Cadillac Cowboy
It was actually an Oldsmobile, but what rhymes with that? The Olds was about on its last legs and so was our pickup. Finances had been tight on the ranch as usual, but we had mustered enough cash to buy another car for my wife Terri, leaving the decrepit, blue, behemoth Oldsmobile to melt into the environment.
The blue Olds had no value for trade-in, so I decided to give it a try as backup for cruising the fields that spring during calving. That would reduce the hours put on the pickup, conserve some gas, and maybe get me through spring without replacing the pickup just yet.
On one particular morning, I was making a tour of the calves and checking for any health problems. The feeding had already been accomplished but I needed to finish this quickly and still get to town for some supplies. The blue beast was perfect for the task. The fields were relatively dry and the front wheel drive offered decent traction. Diligence was critical to avoid rocks and ditches that would normally be cleared with the truck.
During the past couple of weeks, the back seat had been filled with the tools of my trade: a lariat, and a metal box filled with draconian tools for castrating, tagging, injecting, and giving pills. Also, there was a new instrument that I recently added for catching calves called a calf hook. It is about four feet long, but quickly telescopes to eight feet. The hook on one end is just the right size to nab a calf’s leg. Since my ability with a rope is less than legendary, the hook had become essential. It is also allows for more stealth when making a catch; no twirly rope that is signaling danger to the calf.
The ‘breaks’, as we call it, is a small pasture just above our home. As the name implies, it is steep and rugged with gullies and sharp ridges. It is very sandy, which allowed much of it to shift and slide many years ago when the land above was being flood irrigated. The advent of sprinkler irrigation stopped the problem, but the terrain remains uneven.
This is the last pasture to check and it is getting late so ‘hurry!’ is bouncing around in my brain. I zip through the group and all seems well except for the calf I treated yesterday. He still seems a bit lethargic and is lying quietly on some hay with a couple other calves nearby. A follow up dose would be perfect and sure give the little guy a better chance at recovery.
Before I make a move, I load my pockets with two different injectables and a couple new syringes with the needles mounted in plastic covers. Then I lengthen the hook to the max, and angle it out the back window. Returning to the driver’s seat, I ease the car slowly towards the calf. I hope my cowboy neighbors don’t see this! I might never hear the end of this farmer style assault while my saddle horse munches hay back at the corral.

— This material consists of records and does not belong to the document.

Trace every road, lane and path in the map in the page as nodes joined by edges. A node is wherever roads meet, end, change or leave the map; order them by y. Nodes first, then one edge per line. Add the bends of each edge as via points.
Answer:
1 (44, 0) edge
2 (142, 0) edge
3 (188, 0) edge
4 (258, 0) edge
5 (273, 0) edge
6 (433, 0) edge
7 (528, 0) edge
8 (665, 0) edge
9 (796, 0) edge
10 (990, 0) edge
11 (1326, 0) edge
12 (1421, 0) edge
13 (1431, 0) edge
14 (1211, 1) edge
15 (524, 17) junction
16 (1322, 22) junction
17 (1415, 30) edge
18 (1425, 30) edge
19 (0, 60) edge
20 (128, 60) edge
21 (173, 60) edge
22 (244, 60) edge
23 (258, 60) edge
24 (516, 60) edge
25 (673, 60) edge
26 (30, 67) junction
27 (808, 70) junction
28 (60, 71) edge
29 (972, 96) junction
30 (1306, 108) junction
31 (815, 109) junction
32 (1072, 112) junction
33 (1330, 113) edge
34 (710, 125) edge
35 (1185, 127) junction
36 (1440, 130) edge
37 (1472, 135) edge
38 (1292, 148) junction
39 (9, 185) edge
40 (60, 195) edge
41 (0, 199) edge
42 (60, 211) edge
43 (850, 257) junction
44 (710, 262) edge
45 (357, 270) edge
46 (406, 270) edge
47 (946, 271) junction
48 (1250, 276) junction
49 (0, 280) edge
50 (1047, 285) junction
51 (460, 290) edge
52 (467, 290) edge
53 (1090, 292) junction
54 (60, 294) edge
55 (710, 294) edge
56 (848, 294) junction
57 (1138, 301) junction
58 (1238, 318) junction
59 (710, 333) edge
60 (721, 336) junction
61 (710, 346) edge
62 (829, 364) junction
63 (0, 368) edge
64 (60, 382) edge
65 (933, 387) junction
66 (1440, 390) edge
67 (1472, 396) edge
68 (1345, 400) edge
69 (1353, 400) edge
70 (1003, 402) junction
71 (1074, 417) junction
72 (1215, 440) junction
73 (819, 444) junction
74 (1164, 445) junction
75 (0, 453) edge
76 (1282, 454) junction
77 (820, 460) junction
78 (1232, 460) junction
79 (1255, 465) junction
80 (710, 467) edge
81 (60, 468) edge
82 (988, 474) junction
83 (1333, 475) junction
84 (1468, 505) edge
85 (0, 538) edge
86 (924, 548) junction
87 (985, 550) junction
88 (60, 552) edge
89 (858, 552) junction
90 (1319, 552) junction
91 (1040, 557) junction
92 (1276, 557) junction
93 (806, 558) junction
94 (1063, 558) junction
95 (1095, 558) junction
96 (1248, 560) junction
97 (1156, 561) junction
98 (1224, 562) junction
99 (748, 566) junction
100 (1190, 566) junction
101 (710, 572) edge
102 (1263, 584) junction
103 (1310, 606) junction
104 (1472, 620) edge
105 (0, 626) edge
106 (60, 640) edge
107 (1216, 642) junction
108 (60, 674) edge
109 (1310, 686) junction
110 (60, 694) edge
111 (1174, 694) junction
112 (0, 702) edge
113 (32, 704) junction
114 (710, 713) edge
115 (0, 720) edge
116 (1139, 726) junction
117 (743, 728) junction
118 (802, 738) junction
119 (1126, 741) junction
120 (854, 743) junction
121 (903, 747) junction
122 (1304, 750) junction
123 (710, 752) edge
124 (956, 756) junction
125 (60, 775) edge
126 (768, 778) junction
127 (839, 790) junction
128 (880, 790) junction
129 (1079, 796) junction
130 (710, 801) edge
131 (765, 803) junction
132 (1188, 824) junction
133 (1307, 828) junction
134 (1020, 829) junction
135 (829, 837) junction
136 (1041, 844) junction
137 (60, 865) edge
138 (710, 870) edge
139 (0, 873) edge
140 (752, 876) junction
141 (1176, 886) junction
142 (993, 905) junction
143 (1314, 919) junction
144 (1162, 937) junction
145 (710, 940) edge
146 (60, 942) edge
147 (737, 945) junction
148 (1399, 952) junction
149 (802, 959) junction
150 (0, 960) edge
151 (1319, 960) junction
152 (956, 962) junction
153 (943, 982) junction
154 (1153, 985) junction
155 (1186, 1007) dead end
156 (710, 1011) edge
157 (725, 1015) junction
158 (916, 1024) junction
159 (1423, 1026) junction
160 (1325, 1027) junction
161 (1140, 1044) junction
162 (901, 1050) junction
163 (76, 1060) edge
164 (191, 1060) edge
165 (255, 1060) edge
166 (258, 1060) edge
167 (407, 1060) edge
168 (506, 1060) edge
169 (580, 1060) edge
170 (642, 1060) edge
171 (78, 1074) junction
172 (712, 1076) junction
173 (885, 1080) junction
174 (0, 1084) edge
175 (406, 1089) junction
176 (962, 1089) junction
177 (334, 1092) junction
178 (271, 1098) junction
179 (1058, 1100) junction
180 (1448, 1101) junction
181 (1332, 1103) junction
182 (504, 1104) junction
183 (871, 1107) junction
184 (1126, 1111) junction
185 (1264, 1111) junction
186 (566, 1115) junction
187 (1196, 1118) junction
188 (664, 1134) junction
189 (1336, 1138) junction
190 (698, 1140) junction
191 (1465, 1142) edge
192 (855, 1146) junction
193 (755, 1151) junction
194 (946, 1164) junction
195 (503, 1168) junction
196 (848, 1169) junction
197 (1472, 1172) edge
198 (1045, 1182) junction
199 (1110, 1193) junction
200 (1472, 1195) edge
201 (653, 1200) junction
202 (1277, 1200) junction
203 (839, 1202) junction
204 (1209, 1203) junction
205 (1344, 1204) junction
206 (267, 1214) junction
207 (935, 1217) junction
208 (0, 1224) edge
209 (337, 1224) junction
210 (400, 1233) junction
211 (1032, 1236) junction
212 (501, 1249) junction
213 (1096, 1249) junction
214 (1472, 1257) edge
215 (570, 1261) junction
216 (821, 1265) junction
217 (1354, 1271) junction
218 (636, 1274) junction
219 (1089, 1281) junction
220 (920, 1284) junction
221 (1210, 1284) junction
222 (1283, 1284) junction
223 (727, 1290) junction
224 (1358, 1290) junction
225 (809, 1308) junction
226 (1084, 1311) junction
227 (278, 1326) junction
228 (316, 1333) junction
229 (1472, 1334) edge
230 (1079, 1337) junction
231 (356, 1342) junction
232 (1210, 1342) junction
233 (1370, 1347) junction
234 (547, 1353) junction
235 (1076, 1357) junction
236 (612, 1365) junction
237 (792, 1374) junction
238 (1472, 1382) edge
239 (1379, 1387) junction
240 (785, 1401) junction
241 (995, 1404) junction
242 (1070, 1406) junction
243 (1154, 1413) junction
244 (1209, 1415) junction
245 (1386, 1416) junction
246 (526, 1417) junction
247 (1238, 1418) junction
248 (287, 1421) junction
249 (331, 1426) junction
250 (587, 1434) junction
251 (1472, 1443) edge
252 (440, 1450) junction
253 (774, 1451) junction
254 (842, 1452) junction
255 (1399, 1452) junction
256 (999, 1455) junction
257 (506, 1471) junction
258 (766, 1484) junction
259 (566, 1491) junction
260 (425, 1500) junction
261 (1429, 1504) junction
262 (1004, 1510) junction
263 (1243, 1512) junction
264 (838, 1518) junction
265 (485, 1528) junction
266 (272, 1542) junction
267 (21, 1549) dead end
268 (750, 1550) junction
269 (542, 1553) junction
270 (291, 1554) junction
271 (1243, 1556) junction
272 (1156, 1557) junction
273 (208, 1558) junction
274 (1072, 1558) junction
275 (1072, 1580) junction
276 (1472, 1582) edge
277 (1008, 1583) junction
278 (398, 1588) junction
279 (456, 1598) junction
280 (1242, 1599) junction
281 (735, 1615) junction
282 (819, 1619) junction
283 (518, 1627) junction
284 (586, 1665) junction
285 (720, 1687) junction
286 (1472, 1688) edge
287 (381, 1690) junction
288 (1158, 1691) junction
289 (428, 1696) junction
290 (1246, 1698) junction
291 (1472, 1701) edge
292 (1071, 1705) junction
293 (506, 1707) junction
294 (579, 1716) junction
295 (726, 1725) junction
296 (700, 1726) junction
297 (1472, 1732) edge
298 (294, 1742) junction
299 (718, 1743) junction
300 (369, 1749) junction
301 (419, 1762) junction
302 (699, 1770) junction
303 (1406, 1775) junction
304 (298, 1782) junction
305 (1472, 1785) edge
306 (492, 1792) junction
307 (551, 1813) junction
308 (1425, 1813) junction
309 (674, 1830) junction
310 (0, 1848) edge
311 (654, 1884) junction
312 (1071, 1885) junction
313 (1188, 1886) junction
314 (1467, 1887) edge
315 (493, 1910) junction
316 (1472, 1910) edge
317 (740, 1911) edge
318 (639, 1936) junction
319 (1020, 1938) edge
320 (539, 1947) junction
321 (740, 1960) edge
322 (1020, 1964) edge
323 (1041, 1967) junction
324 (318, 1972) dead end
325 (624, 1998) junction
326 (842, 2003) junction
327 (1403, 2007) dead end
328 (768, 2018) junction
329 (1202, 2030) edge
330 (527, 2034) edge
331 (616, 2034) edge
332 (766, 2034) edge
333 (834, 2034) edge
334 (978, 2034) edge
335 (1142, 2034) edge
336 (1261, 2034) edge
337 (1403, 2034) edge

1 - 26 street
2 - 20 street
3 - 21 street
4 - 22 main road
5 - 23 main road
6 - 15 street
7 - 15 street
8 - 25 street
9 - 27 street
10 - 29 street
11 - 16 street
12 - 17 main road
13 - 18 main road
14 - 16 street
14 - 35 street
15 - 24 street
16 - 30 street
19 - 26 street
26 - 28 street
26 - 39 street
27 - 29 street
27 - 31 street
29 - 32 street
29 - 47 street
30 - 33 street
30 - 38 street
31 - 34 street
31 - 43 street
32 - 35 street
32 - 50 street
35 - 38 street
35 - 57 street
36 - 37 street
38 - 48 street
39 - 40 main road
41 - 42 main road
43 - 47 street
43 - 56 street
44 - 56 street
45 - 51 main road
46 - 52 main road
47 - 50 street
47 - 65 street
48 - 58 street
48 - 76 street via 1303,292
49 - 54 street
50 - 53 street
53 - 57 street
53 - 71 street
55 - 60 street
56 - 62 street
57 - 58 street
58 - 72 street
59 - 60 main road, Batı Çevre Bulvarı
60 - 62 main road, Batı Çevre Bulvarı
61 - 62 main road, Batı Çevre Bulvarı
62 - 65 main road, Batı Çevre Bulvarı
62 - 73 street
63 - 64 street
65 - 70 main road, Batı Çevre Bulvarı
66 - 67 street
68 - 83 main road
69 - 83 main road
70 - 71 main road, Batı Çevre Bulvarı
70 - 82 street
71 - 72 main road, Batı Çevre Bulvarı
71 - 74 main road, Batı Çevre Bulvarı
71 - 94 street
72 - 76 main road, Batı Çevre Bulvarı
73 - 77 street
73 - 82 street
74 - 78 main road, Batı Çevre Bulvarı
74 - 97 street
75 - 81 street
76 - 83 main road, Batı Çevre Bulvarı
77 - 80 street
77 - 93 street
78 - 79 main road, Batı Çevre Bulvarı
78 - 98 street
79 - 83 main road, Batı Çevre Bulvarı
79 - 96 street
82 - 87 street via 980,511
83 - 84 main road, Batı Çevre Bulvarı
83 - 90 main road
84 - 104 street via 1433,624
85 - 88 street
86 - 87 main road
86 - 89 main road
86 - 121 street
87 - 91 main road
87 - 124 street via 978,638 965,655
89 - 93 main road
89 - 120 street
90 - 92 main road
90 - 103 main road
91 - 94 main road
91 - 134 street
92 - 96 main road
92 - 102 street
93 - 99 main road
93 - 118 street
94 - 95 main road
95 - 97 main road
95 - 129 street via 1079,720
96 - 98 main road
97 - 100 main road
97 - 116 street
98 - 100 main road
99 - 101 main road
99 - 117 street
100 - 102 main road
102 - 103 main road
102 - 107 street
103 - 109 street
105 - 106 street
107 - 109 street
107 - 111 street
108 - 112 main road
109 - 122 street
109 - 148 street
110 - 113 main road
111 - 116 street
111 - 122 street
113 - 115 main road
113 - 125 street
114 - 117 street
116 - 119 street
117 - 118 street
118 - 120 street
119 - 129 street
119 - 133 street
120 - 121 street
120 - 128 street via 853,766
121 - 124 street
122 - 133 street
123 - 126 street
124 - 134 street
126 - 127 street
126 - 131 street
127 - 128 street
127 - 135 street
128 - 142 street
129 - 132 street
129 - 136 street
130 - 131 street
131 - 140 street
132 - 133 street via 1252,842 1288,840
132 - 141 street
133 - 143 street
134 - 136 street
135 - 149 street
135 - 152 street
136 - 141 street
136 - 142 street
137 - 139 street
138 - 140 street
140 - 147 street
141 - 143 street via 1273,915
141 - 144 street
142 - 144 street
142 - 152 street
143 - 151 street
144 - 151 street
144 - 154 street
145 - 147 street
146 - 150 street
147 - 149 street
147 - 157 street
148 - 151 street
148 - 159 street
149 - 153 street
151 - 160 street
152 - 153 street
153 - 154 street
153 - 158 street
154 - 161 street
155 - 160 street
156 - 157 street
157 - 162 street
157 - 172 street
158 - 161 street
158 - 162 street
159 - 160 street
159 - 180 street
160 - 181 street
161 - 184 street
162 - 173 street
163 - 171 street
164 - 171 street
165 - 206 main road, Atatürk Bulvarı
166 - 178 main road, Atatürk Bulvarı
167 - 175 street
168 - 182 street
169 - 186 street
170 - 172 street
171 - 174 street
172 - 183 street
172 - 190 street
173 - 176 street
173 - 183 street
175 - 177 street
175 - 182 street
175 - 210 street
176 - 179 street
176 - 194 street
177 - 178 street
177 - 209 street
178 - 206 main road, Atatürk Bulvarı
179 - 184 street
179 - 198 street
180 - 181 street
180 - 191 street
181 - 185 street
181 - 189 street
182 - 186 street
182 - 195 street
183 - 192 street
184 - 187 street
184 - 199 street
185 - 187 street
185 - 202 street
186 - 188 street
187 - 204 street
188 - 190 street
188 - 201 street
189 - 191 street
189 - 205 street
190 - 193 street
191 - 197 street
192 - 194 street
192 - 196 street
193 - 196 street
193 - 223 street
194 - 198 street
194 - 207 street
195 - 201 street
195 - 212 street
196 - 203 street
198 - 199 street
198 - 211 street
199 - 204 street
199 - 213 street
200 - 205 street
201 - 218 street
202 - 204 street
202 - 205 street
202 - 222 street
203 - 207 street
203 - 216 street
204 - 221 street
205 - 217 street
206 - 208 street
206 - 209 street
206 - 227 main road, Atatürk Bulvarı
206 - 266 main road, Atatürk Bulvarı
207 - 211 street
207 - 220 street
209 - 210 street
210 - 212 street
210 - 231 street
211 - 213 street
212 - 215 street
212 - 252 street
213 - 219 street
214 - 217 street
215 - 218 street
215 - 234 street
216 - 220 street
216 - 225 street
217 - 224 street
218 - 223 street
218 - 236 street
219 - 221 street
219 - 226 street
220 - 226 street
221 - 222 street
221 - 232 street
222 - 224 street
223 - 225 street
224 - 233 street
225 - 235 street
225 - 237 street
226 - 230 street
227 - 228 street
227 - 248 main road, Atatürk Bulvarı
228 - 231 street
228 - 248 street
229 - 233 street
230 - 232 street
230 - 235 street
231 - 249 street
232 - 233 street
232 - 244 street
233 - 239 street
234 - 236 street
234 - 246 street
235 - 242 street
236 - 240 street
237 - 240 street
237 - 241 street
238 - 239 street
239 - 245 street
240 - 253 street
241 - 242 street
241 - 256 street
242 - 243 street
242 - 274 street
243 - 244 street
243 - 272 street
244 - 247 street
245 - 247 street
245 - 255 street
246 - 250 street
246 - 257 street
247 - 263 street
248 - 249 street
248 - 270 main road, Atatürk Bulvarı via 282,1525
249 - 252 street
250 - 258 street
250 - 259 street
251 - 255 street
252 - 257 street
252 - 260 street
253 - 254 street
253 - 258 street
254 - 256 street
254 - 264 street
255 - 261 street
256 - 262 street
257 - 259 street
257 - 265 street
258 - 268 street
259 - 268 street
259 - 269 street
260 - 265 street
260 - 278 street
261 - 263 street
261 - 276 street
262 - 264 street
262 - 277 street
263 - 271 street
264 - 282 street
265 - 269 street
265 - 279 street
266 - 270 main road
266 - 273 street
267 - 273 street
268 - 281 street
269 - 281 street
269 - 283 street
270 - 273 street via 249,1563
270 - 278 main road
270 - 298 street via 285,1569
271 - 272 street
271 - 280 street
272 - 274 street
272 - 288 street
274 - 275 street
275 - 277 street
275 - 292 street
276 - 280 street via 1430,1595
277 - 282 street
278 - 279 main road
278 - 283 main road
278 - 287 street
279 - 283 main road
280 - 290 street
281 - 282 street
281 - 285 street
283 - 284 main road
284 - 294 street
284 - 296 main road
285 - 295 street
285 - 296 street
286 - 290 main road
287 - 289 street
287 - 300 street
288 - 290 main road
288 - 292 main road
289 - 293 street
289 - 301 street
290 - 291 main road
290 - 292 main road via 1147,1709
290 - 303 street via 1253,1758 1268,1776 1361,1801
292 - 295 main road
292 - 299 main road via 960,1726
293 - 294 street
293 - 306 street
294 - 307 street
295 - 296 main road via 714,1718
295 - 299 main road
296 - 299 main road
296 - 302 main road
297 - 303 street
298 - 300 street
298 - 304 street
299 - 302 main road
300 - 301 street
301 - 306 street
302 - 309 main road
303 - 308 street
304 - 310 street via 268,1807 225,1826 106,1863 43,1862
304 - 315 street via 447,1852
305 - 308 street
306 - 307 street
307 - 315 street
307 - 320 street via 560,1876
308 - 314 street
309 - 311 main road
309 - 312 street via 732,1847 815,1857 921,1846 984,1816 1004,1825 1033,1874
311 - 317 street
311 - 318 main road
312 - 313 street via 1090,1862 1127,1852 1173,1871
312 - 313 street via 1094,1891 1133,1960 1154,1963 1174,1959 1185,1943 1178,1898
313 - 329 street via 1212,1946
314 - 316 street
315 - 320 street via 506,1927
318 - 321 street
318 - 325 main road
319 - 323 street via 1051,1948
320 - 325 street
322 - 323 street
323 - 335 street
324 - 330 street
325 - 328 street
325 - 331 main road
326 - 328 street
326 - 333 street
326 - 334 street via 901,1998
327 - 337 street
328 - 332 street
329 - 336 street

I analyze everything: the direction the calf and his friends are laying, his likely flight path, and when I open the door, the scant seconds I need to make the catch. At the last possible moment I slap the gear shift into park, open the door, and pull the hook out. I take six quick steps and the instant the calf stands … whack! He lets out a startled beller which sends concerned mothers our direction, but no matter. I hand over hand the aluminum shaft, free the hook with one hand, and hang on to the jerking leg with the other. Now I have a hand on the flank, and the baby is lying on his side in the hay with me over him.
I smile to myself; only someone with years of experience could have done this so quickly and efficiently. “Pretty darned good,” I praise myself. At that moment, I hear something and whirl around to see my low-rider leaving me! Apparently I didn’t have the gear shift quite into park, and the car is rolling towards a very steep hill. There is no way I can catch it and so why let the calf go? But heaven sakes, if it makes the second rise, it could go all the way to the highway! I hold my breath and hold my patient firmly as I watch the Olds careen down the slope. The driver’s door I’d left open is flapping wildly.
There are about 10 inches of murky water in the swale at the bottom of the hill. When the Olds hits water, cow manure and swamp grass cascade about 20 feet in the air. The beast seems alive, and I’m pleading, “Stop! Stop! Stop! “Thankfully, it doesn’t quite make the top of the far side of the water and stops, door still open, motor running. Whew!
I turn my attention to the calf, give it two shots, then release it to join his mother who is hovering nearby. As I walk down to the car with the hook in hand, I am no longer feeling so smart. I walk to the car and swipe out the front seat with a glove and then head home. When I get there, I walk around the front. No wonder people seemed to be staring as I drove up the highway! The front of the car is dangled with dripping clumps of swamp grass, giving it the look of a smiling, drooling, prehistoric monster. After that, I always double check the gear lever when I get out—and even close the door once in a while.